Anna a fui son pays comme d’autres, sous d’autres cieux ou à d’autres époques, ont fui la Grèce des colonels, le Chili de Pinochet, la Syrie d’Assad, ou fuient aujourd’hui l’Afghanistan des talibans ou la Russie de Poutine. Anna fuit la guerre. La voici engagée, nous dit Cypris Kophidès, dans une « interminable marche/sous le gris cendre des nuages », dans « le fracas des bombes ». Avec, à l’horizon, « les fumées rouge et noir des incendies » et, tout près, « les aboiements des ordres criés ». Anna est une artiste. Dans son pays, elle peignait. Elle cuisinait aussi. Anna fuit. Elle se sauve. La voici enfin à l’abri. « La guerre est là-bas au loin/ mais cogne toujours dans les entrailles ». Dans sa folle traversée, un vers du poète grec Yannis Ritsos l’apaisait : « La paix est un verre de lait chaud et un livre posés devant l’enfant qui s’éveille ».

Dans ce pays où elle arrive et qui n’est pas en guerre, il y a Lucia et François qui tiennent une brasserie et qui l’accueillent. Deux bons samaritains qui « cherchent avec elle des locations ». De fil en aiguille, des liens se tissent avec des femmes qui « viennent d’ailleurs » et qui « elles aussi ont franchi des frontières ». Anna respire. Elle pourra même, bientôt, exposer des peintures. Mais peut-on vraiment se guérir du malheur ? La voici happée métaphoriquement par une forêt, « un monde aux lois obscures/ un monde surgi des profondeurs noires/de la terre ». Mais Anna surmontera l’épreuve, se libérera progressivement de ce fardeau. Le récit de Cypris Kophidès laisse entrevoir, au bout de la nuit, une forme de résilience après son « périple intérieur ». Anna se réconcilie avec le monde. Elle découvrira même l’amour.

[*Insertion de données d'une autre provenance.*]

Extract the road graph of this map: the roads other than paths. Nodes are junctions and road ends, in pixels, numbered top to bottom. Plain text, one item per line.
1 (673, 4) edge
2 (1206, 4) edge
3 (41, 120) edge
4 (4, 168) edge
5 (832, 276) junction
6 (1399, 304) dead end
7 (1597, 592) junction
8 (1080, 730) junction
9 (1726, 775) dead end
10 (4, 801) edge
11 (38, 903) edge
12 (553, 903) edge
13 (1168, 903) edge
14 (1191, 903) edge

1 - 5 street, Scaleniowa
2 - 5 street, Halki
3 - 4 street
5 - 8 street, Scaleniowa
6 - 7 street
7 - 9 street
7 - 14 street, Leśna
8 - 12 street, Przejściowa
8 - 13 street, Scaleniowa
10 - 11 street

Cypris Kophidès, Ce monde en train de naître, Diabase, 128 pages, 16 euros.

A travers ce portrait de femme, Cypris Kophidès nous parle, certes, d’une grande tragédie contemporaine et de ses impasses, mais elle laisse poindre de bout en bout, à travers son personnage, la force du désir. Tout est sans doute possible, en dépit du malheur, « tant que la poésie n’aura pas dit son dernier mot » (comme le dit Marc Baron dans son dernier livre). Et d’ailleurs la voix des poètes n’en finit pas de résonner dans son récit poétique. Elle cite Khalil Gibran : « La terre est ma patrie, l’humanité ma famille ». Ou encore le grec Odysséas Elytis : « Voilà pourquoi j’écris. Parce que la poésie commence là où la mort n’a pas le dernier mot ». Née d’un père grec et d’une mère française, Cypris Kophidès a de solides références.

Présentation de l’auteur

Cypris Kophidès

Née d’un père grec et d’une mère française à Tours, Cypris Kophidès vit son enfance dans la campagne tourangelle.

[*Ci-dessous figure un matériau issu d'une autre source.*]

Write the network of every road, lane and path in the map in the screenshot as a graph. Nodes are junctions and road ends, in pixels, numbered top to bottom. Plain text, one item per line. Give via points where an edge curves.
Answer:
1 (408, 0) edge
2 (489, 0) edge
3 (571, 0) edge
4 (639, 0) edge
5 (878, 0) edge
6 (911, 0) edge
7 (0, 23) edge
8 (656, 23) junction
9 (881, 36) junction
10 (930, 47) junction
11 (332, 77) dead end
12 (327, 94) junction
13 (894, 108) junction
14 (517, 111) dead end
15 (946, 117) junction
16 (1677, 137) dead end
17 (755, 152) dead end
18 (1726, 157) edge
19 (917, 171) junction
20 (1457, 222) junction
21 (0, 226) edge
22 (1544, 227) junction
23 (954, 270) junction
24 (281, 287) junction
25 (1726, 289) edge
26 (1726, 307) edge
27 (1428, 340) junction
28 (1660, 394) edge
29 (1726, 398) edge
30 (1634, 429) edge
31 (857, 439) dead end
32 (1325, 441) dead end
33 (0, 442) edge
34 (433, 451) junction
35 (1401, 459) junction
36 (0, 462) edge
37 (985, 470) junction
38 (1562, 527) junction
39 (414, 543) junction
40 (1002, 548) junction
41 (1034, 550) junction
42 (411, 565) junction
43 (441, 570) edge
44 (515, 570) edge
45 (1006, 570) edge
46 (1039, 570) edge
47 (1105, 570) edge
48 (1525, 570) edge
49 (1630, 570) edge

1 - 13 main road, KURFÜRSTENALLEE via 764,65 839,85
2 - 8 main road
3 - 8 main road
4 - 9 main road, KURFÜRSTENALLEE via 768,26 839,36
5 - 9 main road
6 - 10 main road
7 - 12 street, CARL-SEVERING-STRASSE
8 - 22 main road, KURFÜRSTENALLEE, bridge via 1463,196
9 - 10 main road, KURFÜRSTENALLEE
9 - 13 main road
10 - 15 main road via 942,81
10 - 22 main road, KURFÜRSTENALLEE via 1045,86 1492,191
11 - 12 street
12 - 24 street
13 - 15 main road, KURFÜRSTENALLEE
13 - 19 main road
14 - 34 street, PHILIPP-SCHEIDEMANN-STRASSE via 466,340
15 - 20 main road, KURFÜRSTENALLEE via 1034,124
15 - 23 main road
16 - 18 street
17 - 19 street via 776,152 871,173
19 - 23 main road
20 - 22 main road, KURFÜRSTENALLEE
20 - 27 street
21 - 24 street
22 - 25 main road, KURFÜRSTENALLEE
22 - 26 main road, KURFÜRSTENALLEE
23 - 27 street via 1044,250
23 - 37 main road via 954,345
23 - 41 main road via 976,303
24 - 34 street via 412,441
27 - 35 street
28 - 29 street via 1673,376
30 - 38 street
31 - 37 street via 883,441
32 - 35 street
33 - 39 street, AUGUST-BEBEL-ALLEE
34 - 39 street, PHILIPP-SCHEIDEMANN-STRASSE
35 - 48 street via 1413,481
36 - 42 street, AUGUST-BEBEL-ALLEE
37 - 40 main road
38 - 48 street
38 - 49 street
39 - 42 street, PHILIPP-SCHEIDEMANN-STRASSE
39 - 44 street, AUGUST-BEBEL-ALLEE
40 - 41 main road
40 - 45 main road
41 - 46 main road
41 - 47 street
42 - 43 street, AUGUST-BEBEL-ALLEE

La passion de la lecture s’affirme à ses quatorze ans avec la découverte de la bibliothèque familiale – sa mère est une lectrice – et surtout de la bibliothèque du lycée, et ne la lâchera plus..

De formation psychanalytique et littéraire, elle développe très vite un vif intérêt pour le monde intérieur, sensible, « l’âme humaine ».

Elle découvre l’œuvre de Dostoïevski, Novalis et le romantisme allemand, le surréalisme et sa façon à la fois radicale, ludique et provocante de questionner le monde.

Des voyages en Scandinavie et en Islande lui font découvrir une relation plus intime à la nature.

Etudes de Lettres modernes et une thèse de doctorat sur l’image féminine, André Breton et le surréalisme.

Elle se tourne conjointement vers l’ésotérisme, étudie les processus de divination, des astres aux arcanes, et la dynamique des rêves.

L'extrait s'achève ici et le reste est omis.